Sending you so much love, sunshine and smiles today! Oh, and big hugs too!
Kelly-Anne
Oh my goodness, what a terrible lot you have been through. It is a good thing your medical problems were discovered and you are now on the road to recovery. What a blessing this new doctor of yours is and how wonderful you were so well taken care of in hospital. You have the most wonderful attitude and I am sure, though at times it will be all a little too much to get your head around, you will slowly work out your new lifestyle needed. Please be assured I will be praying for you and thinking of you way down here. I think blogging about this is a good thing....you never know who will be uplifted by your honesty and journey. Take care, lovely Linda. God Bless. Xx
My dear Linda how traumatic all this must have been for you. What a great blessing you saw the Doctor when you did and have managed to overcome the issues in the short term. It is always difficult to change your lifestyle but rest assured it will speed your recovery. Know that you are in my prayers. Take care.

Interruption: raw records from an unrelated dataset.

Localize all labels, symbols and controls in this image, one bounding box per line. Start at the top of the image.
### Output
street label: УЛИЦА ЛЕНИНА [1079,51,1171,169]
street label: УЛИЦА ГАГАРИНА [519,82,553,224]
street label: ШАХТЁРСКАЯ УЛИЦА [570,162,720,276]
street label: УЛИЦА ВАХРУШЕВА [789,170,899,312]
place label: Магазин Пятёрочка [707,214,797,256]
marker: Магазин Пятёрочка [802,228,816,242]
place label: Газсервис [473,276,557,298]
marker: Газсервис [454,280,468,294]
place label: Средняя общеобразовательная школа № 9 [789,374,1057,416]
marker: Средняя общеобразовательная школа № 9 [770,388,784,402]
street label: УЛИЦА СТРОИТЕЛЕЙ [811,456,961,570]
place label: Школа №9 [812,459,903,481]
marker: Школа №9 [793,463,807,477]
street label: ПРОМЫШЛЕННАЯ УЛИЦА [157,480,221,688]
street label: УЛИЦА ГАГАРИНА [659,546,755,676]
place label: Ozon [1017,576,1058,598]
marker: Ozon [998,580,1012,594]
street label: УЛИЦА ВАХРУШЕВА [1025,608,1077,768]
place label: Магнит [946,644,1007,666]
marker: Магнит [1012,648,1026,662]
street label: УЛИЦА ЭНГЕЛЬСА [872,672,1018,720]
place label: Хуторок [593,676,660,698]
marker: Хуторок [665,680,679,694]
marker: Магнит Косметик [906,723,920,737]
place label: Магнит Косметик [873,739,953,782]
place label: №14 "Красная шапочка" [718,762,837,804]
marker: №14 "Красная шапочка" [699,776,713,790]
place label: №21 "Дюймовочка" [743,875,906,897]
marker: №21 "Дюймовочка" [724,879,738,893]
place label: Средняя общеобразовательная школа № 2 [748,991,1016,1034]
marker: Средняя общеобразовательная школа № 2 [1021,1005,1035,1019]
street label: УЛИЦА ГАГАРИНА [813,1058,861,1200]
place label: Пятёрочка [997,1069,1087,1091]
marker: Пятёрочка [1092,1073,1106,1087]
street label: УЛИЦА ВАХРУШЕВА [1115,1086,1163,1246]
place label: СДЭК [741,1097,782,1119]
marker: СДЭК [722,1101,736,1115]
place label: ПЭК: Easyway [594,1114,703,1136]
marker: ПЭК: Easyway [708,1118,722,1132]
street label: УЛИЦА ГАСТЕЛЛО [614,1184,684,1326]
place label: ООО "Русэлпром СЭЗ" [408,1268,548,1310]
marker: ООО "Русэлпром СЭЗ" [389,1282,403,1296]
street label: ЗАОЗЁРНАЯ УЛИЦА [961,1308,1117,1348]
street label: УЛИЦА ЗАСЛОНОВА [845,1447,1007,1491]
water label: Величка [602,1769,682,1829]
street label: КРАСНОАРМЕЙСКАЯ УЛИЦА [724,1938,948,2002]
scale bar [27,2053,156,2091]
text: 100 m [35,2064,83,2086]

My sweet friend, I was shocked to read this post this morning. Oh, I am so, so, so sorry you were in the hospital, but I praise the Lord that you are OKAY! You are so precious, Linda, and you have such a sweet outlook on everything. Please know that you are never far from my thoughts and prayers. May you rest in the Lord, sweet friend, as only He can sustain you. If there is anything, and I mean ANYTHING, that I can do please let me know.
Love you lots!
This was a bit of a shock! You know...I was really thinking of you and your dear hubby when I read that you were going to take a break. Not sure why, but God had me in prayer for you, and now I see just why.
Praise the Lord for His faithfulness in caring for you and your every need.
Rest up, and go at God's speed, sweet lady.
Love and Hugs~~
I was worried by your illness. I hope that You are feeling better. I will be praying for You. Love regards.
Please, please take care of yourself--we want you around for a long, long time!
Oh my goodness, Linda - I am so glad that you have caught this in time! You have a wonderful attitude and I'm sending encouraging thoughts and prayers your way. Hugs xo Karen
Sending you thought of healing and happy recovery - hugs!